Andrew Coyne: Maybe there is a reason why Stephen Harper seems leery of meeting with Kathleen Wynne

...You can see the premier’s dilemma. Here she is with a clear, focused agenda — described at various times in recent weeks as involving pensions, infrastructure funding, federal-provincial transfers, internal trade, a possible Chinese currency trading hub in Toronto, the Ring of Fire mining project, Employment Insurance, and violence against aboriginal women — and yet the prime minister refuses to meet in person with her. I know what you’re thinking: Why doesn’t she just pick up the phone and call him? But then how would she be able to tell if he was smirking?

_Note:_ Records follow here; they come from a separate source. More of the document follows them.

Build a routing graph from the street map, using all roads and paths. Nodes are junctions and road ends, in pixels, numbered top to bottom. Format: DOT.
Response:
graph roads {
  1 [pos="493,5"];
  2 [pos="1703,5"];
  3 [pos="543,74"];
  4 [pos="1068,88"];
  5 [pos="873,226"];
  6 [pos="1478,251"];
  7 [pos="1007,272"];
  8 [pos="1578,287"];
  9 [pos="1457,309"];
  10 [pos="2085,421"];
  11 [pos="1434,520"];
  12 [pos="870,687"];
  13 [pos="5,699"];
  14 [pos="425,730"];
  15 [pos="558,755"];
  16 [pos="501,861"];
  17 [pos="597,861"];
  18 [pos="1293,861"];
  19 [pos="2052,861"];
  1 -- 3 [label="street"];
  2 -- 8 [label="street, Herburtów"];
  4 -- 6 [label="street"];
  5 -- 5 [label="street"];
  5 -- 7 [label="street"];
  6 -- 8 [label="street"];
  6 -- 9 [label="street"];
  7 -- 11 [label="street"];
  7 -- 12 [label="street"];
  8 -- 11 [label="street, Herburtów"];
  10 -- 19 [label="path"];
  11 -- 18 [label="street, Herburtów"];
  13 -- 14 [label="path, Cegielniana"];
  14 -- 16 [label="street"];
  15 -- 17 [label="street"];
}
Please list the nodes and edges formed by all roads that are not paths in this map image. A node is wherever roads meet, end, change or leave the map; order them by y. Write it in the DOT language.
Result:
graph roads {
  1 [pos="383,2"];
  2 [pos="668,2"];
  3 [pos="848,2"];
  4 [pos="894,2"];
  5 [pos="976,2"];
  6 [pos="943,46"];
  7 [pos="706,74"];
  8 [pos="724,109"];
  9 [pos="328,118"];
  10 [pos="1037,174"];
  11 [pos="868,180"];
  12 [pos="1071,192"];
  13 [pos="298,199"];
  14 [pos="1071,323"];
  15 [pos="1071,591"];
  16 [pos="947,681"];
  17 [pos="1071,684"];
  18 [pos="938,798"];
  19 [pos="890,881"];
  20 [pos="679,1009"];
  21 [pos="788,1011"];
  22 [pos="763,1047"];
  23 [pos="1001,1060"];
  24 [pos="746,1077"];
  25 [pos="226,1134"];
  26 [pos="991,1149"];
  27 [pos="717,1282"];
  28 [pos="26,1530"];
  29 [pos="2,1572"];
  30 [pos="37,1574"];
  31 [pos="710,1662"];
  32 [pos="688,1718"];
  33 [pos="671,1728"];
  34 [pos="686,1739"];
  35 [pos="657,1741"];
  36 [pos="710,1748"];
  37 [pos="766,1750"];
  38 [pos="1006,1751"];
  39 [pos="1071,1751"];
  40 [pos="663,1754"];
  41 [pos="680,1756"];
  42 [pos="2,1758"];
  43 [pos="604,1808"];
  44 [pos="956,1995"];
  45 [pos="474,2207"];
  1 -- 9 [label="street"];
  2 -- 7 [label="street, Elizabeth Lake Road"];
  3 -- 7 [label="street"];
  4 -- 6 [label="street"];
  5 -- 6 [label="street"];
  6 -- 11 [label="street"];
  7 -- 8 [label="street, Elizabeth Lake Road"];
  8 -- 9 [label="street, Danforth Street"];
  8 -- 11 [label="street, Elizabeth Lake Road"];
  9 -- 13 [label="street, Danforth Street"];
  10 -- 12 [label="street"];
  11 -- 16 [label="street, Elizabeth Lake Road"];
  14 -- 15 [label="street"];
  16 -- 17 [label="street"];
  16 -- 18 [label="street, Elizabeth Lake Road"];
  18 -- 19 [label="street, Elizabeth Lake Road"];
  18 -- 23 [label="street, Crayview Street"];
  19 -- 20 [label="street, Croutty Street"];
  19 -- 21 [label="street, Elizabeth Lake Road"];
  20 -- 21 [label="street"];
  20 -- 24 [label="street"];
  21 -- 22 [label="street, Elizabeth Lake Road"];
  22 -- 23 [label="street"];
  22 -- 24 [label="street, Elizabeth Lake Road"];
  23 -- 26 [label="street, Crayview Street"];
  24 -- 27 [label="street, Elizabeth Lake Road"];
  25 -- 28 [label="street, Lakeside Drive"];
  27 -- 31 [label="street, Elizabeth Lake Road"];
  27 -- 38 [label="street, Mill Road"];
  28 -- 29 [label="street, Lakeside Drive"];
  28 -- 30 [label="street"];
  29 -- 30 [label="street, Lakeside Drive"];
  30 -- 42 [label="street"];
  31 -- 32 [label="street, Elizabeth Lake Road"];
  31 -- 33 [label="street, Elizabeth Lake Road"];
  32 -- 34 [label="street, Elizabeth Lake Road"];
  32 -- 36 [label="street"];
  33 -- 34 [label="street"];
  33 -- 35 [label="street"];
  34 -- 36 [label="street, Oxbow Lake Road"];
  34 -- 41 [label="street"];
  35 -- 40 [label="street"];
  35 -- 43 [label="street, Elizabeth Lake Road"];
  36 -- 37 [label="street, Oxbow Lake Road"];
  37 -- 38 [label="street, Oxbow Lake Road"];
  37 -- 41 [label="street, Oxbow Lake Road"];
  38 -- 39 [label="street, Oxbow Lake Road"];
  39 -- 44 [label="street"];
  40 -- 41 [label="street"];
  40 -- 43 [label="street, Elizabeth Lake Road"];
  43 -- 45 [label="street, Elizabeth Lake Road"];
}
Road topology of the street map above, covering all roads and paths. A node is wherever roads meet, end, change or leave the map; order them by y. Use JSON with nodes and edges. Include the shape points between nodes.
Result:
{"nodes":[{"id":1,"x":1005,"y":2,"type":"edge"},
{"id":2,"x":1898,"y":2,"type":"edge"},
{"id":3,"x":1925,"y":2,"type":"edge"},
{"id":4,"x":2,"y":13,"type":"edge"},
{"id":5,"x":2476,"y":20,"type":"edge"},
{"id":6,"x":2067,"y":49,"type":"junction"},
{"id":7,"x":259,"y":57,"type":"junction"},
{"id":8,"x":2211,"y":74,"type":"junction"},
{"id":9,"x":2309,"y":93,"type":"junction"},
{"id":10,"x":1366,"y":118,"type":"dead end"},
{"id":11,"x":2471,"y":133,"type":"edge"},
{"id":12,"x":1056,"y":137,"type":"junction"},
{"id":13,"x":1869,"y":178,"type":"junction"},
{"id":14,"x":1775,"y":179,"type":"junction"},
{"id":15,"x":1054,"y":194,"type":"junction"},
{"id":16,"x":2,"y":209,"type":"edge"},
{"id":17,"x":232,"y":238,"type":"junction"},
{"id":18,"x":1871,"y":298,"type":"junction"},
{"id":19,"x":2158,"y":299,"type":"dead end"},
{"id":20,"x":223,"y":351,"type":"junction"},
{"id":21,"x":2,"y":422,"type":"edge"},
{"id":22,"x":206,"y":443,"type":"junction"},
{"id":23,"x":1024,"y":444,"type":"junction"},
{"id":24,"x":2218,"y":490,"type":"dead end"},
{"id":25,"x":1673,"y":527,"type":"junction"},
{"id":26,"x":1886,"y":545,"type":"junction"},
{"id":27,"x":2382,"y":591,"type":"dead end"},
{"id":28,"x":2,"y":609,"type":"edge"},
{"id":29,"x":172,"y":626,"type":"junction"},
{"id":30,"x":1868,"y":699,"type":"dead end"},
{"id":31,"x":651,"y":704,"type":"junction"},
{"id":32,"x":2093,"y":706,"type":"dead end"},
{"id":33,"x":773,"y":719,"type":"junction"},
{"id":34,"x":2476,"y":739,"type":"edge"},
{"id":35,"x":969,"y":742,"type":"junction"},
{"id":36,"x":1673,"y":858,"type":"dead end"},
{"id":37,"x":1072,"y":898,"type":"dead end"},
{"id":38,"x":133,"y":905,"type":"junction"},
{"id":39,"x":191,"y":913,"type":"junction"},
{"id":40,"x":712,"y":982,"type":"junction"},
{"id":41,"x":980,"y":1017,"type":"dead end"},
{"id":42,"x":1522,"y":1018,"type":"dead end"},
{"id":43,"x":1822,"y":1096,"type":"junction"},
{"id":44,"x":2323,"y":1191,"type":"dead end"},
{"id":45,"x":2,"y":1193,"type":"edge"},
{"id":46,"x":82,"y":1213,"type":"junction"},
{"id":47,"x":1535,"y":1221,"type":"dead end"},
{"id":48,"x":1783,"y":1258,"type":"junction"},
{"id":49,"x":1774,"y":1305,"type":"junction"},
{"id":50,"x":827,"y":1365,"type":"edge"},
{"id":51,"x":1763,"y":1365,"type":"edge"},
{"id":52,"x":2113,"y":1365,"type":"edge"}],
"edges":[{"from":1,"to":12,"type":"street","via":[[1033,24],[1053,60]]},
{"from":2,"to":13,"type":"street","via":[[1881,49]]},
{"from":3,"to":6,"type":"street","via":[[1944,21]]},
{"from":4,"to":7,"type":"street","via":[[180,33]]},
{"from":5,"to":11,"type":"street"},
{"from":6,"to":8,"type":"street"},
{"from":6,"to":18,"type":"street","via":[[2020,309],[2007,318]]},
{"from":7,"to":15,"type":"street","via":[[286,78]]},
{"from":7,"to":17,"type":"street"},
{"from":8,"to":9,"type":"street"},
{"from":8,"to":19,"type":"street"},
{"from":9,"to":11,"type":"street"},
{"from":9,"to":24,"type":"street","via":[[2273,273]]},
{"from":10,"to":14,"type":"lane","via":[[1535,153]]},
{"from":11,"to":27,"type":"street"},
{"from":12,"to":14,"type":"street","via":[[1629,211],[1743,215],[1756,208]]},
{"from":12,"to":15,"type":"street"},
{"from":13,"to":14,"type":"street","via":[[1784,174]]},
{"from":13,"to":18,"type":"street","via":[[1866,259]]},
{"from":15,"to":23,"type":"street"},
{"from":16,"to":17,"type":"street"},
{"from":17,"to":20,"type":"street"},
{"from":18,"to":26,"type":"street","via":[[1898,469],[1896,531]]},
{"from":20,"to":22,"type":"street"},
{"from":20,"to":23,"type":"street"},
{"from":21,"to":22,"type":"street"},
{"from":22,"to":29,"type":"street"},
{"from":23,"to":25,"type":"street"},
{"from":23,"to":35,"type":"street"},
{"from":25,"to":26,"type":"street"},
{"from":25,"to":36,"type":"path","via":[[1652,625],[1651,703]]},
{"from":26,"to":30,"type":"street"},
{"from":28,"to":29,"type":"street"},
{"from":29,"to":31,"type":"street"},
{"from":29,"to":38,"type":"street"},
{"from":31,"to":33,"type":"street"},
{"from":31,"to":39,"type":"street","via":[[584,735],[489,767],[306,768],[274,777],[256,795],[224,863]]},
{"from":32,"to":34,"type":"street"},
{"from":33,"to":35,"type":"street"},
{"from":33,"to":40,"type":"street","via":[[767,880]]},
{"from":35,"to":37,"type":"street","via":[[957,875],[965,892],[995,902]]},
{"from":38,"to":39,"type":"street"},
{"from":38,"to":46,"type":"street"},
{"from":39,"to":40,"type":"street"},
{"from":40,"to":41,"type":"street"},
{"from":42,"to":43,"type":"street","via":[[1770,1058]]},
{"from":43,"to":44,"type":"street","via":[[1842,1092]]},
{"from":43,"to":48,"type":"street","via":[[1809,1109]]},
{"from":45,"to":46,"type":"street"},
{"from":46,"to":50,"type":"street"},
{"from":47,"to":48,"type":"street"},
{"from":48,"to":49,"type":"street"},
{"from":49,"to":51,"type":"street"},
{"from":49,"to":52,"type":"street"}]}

That, you’ll recall, was the upshot of their last meeting, a year ago this week. The premier had demanded the prime minister sign on to her pet project of an expanded Canada Pension Plan, a proposal that would force a great many people of modest means who already have satisfactory pension arrangements to put aside money they can ill do without, in order to fix a problem affecting a small number of under-savers, mostly upper income — or, as in the case of her proposed provincial variant, to finance her as-yet-unfunded public works plans.
To which he allegedly “kind of smirked.” How do we know what went on in a private meeting? Because the premier blabbed it all over Ontario, that’s why, in the course of an election campaign that in its early days was heavily focused on attacking the federal government in general, and the prime minister in particular. The premier was bent on depicting her pension proposal, not as a forced saving plan, but as a benevolent gift of government — which obliged the prime minister to play the part of heartless smirker.
I can’t imagine why this breach of confidence-cum-personal attack would have made him leery of meeting with her...
The thought occurs that the premier seems less interested in actually meeting with the prime minister than in complaining about being unable to meet with him. It can’t be entirely coincidental that the worse the province’s finances have got, the louder the din has become, culminating in that stagey release of letters between them (private correspondence being about as confidential, it appears, as private meetings) in the same week as her finance minister was confessing — well, pretending otherwise, to be precise — that the province was nowhere near to balancing the budget or even meeting its own leisurely schedule for deficit reduction.
Perhaps the smart thing for the prime minister would be to meet with her, just to take away a squawking point. But you know what would happen. The week prior to the meeting would be taken up with media speculation over whether the prime minister would “deliver” on whatever preposterous demand the premier thought to bring with her that week: Lately it’s about shovelling more money at General Motors to “save” the jobs that were supposed to have been saved by the $10-billion bailout...

1 comment:

  1. Since we are obligated to care for retired individuals who failed as humans to save enough for themselves, it seems there is no other option but to prohibit this moral hazard by making people save against their will. On this, I agree with Kathleen Wynne because no Conservative has bothered to offer anything better.